In 1992, American Airlines (AA), the market share leader in the airline industry, announced a new pricing strategy—Value Pricing. AA narrowed the number of possible fares from 500,000 to 70,000 by classifying each into one of four classes (first class, coach, 7-day advance purchase, and 21-day advance purchase). It also began pricing based on flight length. According to AA, the purpose of Value Pricing was to create “simplicity, equity, and value” in its prices. AA believed that Value Pricing would address customer complaints, stimulate demand by lowering prices, increase market share, and reduce costs by increasing load factors.

Based on the above situation:

Analyze the key economic issues in the case.

Recommend three different business solutions to each case using managerial economic models and methods.

Justify the role of managerial economics by identifying the metrics you would use to assess the success of your decisions.

Solutions

Expert Solution

The term Value Pricing is based on the customer's perception of valuation for reaping benefits from the products and services.
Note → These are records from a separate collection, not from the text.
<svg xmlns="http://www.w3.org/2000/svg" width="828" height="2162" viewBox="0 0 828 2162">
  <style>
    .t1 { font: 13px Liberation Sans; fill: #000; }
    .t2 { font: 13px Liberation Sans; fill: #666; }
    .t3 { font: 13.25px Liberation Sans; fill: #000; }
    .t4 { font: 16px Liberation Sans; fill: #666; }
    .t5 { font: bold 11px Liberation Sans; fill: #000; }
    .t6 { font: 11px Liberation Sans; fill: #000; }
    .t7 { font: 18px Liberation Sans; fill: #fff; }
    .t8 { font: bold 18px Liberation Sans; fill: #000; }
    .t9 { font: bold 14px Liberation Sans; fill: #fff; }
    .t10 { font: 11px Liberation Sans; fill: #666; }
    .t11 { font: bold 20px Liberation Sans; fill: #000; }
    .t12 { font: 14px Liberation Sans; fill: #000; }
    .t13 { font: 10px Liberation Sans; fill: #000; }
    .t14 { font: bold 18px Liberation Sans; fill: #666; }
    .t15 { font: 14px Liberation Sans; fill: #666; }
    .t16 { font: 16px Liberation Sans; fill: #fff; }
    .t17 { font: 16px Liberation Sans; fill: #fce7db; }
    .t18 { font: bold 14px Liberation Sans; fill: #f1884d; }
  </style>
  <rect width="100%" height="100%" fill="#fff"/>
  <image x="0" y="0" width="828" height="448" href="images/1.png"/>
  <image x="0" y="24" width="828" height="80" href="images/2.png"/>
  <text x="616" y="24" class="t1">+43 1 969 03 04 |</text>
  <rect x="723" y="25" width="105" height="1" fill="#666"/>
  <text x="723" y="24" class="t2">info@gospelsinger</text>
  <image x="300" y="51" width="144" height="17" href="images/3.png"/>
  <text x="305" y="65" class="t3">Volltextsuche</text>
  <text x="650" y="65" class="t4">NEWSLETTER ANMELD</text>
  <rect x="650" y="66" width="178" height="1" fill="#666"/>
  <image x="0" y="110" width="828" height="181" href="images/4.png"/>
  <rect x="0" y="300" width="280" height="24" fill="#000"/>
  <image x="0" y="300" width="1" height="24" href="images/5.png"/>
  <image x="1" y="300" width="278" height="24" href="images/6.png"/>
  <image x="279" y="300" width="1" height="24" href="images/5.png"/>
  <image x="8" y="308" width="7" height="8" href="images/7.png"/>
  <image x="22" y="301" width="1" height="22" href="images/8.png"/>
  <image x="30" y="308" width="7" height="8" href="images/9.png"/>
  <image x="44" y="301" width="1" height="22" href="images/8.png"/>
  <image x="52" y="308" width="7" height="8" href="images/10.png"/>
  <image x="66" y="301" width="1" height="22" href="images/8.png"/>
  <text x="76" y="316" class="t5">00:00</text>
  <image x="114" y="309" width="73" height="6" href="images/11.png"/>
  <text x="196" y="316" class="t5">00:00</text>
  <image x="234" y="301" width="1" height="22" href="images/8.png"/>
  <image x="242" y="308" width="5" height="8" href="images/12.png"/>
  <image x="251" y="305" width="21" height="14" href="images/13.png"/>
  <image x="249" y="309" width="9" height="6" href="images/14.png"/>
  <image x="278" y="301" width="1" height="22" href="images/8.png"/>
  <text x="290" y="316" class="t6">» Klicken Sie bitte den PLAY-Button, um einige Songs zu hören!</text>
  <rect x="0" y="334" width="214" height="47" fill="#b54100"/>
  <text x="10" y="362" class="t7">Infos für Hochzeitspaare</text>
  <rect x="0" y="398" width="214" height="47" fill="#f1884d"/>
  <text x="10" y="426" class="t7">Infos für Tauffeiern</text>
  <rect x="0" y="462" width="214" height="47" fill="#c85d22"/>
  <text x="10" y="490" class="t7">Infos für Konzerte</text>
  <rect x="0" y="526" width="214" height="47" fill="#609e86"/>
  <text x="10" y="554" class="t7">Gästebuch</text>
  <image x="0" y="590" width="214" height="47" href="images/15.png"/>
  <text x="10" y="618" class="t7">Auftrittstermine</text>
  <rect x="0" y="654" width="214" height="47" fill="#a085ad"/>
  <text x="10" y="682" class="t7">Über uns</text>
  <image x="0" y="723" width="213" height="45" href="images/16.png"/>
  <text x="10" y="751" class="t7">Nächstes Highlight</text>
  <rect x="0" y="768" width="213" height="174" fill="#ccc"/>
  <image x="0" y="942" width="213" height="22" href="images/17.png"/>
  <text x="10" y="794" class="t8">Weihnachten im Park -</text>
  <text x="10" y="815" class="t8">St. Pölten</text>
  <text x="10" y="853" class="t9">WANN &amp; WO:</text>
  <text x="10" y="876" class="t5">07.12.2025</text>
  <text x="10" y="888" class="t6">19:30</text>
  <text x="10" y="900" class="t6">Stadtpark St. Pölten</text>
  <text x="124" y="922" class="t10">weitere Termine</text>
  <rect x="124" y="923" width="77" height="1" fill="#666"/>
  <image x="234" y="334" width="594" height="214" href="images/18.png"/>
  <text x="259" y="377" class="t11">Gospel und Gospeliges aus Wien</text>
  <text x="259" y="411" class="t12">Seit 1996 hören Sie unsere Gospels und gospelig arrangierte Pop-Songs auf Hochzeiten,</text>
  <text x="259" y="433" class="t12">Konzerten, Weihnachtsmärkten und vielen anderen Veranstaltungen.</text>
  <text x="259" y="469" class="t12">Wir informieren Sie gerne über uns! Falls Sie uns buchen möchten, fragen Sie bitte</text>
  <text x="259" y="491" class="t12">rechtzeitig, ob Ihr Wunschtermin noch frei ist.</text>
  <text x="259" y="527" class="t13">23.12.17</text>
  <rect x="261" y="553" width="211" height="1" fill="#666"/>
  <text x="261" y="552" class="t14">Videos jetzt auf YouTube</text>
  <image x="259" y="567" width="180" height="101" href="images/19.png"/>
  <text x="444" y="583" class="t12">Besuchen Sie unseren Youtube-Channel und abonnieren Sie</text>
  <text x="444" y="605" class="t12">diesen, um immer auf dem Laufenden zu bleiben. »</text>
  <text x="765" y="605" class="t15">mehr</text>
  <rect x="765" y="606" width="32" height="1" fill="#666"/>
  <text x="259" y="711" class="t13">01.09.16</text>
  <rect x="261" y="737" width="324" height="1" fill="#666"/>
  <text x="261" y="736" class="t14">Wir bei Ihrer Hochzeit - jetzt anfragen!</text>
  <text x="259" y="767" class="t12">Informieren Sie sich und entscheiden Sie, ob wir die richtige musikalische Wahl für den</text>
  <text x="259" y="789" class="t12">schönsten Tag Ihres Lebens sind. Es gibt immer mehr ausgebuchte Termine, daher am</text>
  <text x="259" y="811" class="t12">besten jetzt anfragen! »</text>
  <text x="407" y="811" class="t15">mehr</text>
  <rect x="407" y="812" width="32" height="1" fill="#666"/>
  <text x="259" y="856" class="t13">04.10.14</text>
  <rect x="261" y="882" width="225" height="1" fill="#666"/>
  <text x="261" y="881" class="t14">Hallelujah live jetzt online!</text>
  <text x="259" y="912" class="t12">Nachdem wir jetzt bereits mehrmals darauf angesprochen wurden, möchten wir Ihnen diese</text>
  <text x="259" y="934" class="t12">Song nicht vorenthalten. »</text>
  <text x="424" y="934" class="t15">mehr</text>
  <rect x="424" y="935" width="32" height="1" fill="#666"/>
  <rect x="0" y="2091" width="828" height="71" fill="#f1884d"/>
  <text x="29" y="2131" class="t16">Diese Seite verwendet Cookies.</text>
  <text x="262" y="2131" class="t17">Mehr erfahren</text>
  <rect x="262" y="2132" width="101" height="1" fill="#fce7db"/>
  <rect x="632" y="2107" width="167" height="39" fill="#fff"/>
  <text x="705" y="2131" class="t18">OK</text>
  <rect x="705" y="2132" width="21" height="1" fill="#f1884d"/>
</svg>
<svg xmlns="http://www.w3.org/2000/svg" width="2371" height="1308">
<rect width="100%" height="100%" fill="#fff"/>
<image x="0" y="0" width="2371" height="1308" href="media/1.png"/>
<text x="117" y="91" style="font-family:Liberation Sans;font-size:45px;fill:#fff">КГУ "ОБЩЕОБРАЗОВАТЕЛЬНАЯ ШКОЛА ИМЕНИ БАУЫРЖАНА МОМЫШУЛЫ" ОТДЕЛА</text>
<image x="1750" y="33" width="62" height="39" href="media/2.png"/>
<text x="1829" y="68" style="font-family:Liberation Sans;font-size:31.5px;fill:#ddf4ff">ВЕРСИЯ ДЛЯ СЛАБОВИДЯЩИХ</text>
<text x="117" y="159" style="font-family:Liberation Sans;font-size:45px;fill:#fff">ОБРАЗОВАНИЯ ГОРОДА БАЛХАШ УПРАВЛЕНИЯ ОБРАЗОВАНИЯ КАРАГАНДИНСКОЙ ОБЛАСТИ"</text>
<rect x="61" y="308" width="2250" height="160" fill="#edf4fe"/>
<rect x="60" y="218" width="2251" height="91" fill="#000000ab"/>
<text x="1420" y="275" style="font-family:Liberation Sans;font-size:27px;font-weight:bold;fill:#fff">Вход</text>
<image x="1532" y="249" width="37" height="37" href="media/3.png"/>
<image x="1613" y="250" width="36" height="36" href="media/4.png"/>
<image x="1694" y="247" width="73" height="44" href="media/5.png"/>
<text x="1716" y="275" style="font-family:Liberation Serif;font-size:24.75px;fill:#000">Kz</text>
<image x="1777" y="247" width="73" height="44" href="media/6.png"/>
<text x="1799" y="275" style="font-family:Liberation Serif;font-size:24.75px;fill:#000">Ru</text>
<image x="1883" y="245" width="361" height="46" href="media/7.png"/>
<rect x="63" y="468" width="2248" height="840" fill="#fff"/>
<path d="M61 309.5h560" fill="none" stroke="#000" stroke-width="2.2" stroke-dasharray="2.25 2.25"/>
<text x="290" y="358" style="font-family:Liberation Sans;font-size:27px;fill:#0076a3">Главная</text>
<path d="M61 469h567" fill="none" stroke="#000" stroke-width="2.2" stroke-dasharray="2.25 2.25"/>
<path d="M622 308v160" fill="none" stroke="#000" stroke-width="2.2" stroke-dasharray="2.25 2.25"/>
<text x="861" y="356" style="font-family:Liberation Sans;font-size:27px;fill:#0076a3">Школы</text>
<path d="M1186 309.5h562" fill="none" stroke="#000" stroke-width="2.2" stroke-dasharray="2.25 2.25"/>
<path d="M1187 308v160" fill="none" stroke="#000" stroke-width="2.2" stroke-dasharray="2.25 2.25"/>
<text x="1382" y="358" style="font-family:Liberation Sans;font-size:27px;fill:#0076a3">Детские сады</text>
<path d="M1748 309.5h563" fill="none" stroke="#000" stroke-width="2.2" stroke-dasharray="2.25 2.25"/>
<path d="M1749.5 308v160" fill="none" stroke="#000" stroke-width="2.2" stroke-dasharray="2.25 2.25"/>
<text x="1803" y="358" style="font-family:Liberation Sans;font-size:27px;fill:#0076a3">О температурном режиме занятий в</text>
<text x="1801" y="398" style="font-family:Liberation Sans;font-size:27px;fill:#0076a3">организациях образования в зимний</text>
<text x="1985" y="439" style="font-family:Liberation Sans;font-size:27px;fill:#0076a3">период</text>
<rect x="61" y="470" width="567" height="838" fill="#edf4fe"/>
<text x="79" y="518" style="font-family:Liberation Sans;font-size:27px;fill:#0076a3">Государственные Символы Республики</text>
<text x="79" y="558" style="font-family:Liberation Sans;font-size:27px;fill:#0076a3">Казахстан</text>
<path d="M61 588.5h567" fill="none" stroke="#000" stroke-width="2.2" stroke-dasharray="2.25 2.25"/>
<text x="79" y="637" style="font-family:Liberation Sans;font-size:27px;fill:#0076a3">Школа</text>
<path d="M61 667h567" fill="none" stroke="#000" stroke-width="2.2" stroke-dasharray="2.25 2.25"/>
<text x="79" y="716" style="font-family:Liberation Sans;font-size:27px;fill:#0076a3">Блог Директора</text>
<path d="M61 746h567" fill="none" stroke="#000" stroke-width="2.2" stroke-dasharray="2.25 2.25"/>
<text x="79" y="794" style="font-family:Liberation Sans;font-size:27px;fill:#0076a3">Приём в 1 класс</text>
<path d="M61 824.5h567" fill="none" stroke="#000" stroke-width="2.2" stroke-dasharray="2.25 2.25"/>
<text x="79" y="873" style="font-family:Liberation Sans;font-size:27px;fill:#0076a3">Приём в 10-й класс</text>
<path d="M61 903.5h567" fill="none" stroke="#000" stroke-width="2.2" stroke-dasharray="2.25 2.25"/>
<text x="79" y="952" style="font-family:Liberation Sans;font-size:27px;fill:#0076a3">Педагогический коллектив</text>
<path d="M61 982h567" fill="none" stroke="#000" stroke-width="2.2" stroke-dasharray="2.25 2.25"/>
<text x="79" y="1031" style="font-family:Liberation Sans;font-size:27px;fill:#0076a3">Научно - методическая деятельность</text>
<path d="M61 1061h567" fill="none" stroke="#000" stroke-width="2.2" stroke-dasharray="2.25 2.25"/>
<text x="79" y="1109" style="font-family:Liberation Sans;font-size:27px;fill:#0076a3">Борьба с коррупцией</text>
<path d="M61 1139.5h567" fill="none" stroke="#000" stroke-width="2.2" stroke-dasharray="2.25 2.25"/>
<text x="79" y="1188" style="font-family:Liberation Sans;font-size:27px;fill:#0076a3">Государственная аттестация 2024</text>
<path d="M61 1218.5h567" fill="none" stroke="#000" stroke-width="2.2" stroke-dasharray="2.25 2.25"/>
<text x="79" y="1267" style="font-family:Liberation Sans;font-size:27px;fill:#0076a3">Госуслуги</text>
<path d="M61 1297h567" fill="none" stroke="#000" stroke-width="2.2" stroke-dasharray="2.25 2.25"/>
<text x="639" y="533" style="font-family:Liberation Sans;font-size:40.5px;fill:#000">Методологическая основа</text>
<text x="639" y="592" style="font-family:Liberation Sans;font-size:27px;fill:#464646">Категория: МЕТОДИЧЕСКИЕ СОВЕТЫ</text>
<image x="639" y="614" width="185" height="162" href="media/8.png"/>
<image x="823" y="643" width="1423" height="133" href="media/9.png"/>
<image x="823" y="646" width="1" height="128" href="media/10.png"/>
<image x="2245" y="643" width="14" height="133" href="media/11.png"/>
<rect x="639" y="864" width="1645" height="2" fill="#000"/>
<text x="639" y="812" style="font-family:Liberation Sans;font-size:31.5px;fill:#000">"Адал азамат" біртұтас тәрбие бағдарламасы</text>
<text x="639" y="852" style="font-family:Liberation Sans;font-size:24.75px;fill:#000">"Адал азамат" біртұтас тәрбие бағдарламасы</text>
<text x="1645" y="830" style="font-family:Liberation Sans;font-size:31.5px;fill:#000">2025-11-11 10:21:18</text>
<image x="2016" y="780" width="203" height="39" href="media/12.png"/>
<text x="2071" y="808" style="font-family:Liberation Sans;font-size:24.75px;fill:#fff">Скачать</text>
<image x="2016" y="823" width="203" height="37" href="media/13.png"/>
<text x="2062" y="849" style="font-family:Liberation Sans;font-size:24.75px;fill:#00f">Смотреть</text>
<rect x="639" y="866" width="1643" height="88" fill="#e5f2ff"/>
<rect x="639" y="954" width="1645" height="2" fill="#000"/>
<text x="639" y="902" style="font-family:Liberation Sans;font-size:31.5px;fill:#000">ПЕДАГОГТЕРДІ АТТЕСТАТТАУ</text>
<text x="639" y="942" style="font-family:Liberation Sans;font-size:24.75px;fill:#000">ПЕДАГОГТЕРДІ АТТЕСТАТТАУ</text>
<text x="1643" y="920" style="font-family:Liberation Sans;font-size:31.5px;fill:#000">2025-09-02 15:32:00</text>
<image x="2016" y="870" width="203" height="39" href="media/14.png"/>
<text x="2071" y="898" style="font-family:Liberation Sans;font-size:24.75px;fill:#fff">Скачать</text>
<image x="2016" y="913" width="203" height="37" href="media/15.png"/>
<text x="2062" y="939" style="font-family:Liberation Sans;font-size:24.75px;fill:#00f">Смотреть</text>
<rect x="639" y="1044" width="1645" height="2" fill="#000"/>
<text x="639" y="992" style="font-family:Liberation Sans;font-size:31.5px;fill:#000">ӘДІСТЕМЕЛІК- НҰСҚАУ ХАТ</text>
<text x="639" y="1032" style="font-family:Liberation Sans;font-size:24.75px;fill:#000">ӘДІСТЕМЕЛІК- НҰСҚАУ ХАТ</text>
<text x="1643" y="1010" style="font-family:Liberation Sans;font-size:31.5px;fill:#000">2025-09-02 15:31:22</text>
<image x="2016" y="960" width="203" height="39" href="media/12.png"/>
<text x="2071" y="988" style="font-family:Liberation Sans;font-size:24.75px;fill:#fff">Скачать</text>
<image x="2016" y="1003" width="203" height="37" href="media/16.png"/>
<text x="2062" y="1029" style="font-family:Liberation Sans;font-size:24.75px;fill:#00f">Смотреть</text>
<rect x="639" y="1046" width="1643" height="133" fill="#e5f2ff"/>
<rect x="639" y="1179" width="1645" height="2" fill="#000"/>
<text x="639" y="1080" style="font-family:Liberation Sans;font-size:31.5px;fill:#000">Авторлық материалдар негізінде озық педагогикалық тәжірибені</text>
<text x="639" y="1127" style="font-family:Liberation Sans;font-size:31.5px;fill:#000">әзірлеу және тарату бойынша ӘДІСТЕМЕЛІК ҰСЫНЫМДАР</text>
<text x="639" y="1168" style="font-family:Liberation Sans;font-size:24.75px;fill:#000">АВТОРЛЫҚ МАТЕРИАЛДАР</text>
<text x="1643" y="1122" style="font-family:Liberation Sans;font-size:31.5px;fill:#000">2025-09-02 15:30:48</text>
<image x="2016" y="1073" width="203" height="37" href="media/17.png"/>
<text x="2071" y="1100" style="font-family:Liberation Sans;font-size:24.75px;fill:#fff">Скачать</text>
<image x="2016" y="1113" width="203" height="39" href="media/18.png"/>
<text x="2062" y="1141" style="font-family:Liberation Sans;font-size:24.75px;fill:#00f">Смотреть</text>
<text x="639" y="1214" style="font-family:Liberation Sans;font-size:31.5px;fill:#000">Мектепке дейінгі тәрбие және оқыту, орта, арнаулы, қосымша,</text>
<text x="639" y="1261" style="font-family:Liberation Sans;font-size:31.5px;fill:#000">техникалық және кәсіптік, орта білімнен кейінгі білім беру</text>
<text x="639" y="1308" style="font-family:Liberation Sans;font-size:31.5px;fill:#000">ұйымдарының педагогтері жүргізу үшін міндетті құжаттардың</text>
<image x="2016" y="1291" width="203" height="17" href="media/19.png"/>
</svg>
A company carrying out the process, tries to focus more on its customer's reviews for pricing a product.

In the above case American Airlines is doing value- pricing of its different services. The major key economic issues mentioned are :-

i) Demand - Inorder to increase the demand of its aviation services, American Airlines decided to carry out value pricing. It classified its fares according to the class of service chosen by the customers. This reduced the fares of lower class and thus, increased the demand.

ii) Competition - To face-off the cut-throat competition in the market, American Airlines attracted its customers through new fare prices and providing better services to each segment.

iii) Cost Control - By taking the cost-effective measure to regulate fare prices on the basis of class of ticket and flight length. As pricing the same for all costed more to the company as well as the customers who chose lower class flight bookings or travelled on a shorter distance flight.

iv) Customer Satisfaction - The main purpose of any company must be customer satisfaction through providing best of its services and solving all of the customer complaints and grievances.

Thus, the approach of Value-Pricing by American Airlines will increase its market share in the aviation industry. By regulating its cost scenario and yielding more profits at the same time, it will acquire new customers as well with the existing one.

The narrowing of fares according to the classification of seats of the flight, it gave the customers a chance to select their preferred class according to their income capacity and purchasing power. It also helped the company to carry out its operations in a more cost effective and well organized manner.